# Pokemon

In this homework, you'll read, process, and group CSV data to compute descriptive statistics in two ways for each problem: with the Pandas library and without the Pandas library.

In [1]:
import doctest
import io
import pandas as pd

# For prettifying doctest output involving data structures
# See also: https://stackoverflow.com/a/21227671
from pprint import pprint

In the *[Pokémon](https://en.wikipedia.org/wiki/Pok%C3%A9mon)* video game series, the player catches **pokemon**, fictional creatures trained to battle each other as part of a sport franchise. For this first task, you'll practice creating your own pokemon-themed CSV dataset in the following format.

In [2]:
pokemon_box = pd.read_csv("pokemon_box.csv")
pokemon_box

Unnamed: 0,id,name,level,personality,type,weakness,atk,def,hp,stage
0,53,Persian,40,mild,normal,fighting,104,116,147,2
1,126,Magmar,44,docile,fire,water,96,83,153,1
2,99,Kingler,33,adamant,water,electric,110,169,29,2
3,57,Primeape,9,lonely,fighting,flying,20,66,43,2
4,3,Venusaur,44,sassy,grass,fire,136,195,92,3
...,...,...,...,...,...,...,...,...,...,...
110,76,Golem,78,hardy,rock,water,65,145,137,3
111,116,Horsea,69,mild,water,electric,49,36,45,1
112,6,Charizard,89,lax,fire,water,165,100,108,3
113,65,Alakazam,33,impish,psychic,dark,67,39,169,3


- `id` is a unique numeric identifier corresponding to the species of a pokemon.
- `name` is the name of the species of pokemon, such as Bulbasaur.
- `level` is the integer level of the pokemon.
- `personality` is a one-word string describing the personality of the pokemon, such as Jolly.
- `type` is a one-word string describing the type of the pokemon, such as Grass.
- `weakness` is the enemy type that this pokemon is weak toward. Bulbasaur is weak to fire-type pokemon.
- `atk`, `def`, `hp` are integers that indicate the attack power, defense power, and hit points of the pokemon.
- `stage` is an integer that indicates the particular developmental stage of the pokemon.

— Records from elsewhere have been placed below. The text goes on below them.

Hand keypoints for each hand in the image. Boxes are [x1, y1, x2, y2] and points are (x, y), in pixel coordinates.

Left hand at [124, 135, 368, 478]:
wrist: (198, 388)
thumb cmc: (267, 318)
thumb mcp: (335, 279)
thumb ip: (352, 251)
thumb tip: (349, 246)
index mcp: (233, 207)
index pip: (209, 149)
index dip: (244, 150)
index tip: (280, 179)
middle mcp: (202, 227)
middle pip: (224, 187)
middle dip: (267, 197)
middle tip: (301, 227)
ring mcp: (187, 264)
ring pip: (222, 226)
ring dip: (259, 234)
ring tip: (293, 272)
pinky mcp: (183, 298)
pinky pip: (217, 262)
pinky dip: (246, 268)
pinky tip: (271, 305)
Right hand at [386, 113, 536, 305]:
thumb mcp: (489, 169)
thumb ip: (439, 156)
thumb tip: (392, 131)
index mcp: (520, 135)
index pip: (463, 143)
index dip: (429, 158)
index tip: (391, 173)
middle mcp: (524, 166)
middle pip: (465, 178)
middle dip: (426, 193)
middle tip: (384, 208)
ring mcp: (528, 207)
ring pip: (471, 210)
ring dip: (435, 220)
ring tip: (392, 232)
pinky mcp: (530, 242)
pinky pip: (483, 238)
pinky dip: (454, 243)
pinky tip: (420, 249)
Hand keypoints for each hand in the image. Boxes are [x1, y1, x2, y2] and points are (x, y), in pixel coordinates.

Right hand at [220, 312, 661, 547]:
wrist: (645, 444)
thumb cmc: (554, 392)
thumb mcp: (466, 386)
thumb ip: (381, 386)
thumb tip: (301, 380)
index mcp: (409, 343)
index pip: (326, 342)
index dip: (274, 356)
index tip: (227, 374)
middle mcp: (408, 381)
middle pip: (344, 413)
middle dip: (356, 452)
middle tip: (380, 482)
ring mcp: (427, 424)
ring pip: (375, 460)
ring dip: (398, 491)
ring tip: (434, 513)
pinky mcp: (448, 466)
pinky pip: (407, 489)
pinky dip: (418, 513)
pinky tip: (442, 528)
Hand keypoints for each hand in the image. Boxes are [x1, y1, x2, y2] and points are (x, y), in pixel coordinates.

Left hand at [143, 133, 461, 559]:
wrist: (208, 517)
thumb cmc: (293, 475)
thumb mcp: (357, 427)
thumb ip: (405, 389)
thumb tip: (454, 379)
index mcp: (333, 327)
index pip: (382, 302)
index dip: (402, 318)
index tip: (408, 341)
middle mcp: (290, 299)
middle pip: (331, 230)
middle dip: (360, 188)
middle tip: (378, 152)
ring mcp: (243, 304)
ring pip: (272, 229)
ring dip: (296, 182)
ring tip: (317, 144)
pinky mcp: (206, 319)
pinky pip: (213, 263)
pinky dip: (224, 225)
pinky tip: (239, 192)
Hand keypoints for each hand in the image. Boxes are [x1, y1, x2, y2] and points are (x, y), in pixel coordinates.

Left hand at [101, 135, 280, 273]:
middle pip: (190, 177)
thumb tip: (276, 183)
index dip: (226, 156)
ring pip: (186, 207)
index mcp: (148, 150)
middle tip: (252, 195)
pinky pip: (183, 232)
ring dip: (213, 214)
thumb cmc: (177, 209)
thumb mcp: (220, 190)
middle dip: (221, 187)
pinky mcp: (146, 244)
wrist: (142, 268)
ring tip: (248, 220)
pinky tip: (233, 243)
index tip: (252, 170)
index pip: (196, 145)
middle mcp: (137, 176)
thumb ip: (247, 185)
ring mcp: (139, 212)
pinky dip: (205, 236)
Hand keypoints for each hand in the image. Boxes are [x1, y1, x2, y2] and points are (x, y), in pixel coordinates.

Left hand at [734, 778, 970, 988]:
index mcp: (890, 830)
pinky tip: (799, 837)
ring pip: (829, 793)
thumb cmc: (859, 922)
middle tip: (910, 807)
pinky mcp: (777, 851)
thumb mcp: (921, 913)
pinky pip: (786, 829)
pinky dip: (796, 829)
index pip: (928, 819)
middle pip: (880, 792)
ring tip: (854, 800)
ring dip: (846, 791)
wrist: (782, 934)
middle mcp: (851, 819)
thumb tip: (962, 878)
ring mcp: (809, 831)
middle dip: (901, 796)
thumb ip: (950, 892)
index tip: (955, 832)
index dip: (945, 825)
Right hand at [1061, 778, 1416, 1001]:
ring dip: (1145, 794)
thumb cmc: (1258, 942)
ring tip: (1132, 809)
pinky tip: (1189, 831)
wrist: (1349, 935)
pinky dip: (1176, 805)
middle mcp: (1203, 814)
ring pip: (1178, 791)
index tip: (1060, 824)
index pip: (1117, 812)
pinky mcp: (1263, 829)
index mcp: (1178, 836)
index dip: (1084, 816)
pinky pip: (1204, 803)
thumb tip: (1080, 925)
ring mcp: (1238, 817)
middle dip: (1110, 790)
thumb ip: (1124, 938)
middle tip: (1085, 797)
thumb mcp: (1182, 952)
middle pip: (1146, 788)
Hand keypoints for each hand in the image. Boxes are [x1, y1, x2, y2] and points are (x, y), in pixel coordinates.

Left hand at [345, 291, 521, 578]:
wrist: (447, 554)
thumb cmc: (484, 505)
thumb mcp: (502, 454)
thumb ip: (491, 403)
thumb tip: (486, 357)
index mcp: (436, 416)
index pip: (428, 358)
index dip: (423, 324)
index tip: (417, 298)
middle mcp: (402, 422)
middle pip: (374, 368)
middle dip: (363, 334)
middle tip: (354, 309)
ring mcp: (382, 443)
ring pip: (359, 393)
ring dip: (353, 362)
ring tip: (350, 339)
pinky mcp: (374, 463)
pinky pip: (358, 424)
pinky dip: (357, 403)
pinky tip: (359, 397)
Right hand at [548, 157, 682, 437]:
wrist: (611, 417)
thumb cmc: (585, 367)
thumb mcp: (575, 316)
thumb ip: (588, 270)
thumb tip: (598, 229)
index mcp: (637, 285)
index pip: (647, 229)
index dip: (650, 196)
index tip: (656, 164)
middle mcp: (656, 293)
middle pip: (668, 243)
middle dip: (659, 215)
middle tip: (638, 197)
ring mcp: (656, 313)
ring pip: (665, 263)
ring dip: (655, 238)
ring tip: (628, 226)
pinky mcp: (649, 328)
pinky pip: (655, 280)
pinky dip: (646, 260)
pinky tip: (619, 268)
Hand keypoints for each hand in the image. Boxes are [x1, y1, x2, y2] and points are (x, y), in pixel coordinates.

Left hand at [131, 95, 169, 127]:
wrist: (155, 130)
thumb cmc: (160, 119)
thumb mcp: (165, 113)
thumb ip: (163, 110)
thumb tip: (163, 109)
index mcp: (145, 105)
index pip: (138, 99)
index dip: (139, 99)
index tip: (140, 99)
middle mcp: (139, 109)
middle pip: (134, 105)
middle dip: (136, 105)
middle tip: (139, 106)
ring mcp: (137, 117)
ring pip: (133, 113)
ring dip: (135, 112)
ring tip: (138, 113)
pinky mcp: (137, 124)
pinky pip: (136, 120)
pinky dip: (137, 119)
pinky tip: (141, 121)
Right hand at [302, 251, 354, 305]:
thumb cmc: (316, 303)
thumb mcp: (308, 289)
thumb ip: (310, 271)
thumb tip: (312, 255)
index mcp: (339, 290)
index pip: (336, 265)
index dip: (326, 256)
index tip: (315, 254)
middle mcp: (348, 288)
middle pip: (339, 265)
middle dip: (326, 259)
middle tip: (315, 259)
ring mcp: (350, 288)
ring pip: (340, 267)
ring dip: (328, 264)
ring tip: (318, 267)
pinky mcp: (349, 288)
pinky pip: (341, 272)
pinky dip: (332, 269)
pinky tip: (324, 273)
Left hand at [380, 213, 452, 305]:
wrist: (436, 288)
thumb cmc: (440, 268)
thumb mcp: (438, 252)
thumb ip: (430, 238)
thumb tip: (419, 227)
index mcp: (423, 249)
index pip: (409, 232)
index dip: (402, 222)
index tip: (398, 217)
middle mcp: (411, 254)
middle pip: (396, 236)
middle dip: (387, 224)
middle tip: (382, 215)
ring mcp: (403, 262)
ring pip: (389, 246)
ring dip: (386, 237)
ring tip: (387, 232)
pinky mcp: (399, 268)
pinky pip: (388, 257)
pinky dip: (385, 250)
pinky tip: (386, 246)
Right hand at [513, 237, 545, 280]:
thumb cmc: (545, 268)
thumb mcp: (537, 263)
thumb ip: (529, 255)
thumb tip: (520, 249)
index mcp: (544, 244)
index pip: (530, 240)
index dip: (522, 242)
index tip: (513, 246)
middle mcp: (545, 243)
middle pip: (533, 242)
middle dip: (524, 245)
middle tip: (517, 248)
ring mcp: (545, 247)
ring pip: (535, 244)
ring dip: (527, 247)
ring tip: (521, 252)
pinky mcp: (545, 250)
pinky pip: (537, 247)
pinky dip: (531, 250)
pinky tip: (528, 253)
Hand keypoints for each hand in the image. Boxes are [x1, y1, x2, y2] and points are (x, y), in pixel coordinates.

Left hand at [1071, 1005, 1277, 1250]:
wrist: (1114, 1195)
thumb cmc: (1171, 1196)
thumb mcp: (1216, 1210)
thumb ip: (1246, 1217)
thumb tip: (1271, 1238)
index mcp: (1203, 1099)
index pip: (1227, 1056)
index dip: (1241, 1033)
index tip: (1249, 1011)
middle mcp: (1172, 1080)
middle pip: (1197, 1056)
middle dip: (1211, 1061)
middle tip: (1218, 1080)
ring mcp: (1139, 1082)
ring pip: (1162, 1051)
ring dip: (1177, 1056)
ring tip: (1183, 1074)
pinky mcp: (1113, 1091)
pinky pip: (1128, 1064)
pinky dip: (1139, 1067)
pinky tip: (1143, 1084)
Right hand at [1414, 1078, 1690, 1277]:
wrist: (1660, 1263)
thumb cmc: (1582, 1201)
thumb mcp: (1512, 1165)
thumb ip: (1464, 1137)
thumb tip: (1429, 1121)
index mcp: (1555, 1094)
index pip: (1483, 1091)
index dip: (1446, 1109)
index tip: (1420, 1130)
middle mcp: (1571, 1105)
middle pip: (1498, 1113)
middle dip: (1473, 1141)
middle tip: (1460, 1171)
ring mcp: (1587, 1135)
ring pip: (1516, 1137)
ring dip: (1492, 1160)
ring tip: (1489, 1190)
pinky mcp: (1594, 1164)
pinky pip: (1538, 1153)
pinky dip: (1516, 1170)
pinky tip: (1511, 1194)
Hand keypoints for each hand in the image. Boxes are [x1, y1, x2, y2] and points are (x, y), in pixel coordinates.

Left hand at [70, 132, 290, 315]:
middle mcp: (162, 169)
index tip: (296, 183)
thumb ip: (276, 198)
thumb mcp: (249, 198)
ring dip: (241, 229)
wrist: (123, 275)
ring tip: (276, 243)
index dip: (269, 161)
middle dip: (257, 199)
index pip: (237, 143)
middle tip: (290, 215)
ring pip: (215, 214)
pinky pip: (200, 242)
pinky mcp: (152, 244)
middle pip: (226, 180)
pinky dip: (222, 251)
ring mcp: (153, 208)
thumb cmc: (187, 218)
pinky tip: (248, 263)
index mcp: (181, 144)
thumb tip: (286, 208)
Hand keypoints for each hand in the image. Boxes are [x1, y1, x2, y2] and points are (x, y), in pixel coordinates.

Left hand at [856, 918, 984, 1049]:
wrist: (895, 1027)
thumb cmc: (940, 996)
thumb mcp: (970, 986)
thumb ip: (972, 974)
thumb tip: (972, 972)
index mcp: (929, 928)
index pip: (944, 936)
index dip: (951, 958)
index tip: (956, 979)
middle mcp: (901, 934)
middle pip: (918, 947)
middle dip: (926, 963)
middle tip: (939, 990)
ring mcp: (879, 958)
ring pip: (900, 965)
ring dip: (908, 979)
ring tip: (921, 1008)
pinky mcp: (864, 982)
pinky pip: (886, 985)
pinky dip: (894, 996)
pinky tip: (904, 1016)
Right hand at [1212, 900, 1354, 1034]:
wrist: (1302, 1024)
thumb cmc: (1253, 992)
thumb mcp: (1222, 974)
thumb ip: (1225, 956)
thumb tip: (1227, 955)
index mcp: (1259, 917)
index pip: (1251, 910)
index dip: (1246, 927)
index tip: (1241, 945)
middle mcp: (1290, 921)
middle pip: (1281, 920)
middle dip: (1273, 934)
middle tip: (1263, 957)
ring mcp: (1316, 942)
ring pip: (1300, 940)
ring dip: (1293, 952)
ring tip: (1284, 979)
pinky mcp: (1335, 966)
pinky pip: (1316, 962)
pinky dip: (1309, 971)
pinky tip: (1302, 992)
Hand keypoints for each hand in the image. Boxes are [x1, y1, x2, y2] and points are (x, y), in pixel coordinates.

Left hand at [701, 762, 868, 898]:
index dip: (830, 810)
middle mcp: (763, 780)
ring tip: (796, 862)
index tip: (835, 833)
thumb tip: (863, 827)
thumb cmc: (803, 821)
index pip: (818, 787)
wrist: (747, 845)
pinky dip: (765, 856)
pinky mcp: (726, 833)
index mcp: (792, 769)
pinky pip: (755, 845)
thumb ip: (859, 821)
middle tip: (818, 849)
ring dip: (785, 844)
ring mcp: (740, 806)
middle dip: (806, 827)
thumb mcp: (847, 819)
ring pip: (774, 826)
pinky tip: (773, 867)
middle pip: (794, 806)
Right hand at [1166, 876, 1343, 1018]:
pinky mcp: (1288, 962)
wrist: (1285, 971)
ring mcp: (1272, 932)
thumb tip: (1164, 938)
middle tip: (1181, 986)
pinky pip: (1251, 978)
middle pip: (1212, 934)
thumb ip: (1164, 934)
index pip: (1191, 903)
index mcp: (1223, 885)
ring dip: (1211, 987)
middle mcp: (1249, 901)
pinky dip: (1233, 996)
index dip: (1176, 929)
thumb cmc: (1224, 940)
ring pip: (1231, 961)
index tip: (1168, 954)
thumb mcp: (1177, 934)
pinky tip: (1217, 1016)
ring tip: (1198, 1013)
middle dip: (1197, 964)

> Assume the **data is never empty** (there's at least one pokemon), that there's **no missing data** (each pokemon has every attribute), and **pokemon stats can be any non-negative integers, including 0**.

This assessment introduces a new way of validating and testing your data programs by comparing two different approaches to implementing the same function: writing an implementation once using plain Python and again using Pandas. For each programming task below, you'll write, document, and test each function in the same way to build confidence in their correctness and robustness.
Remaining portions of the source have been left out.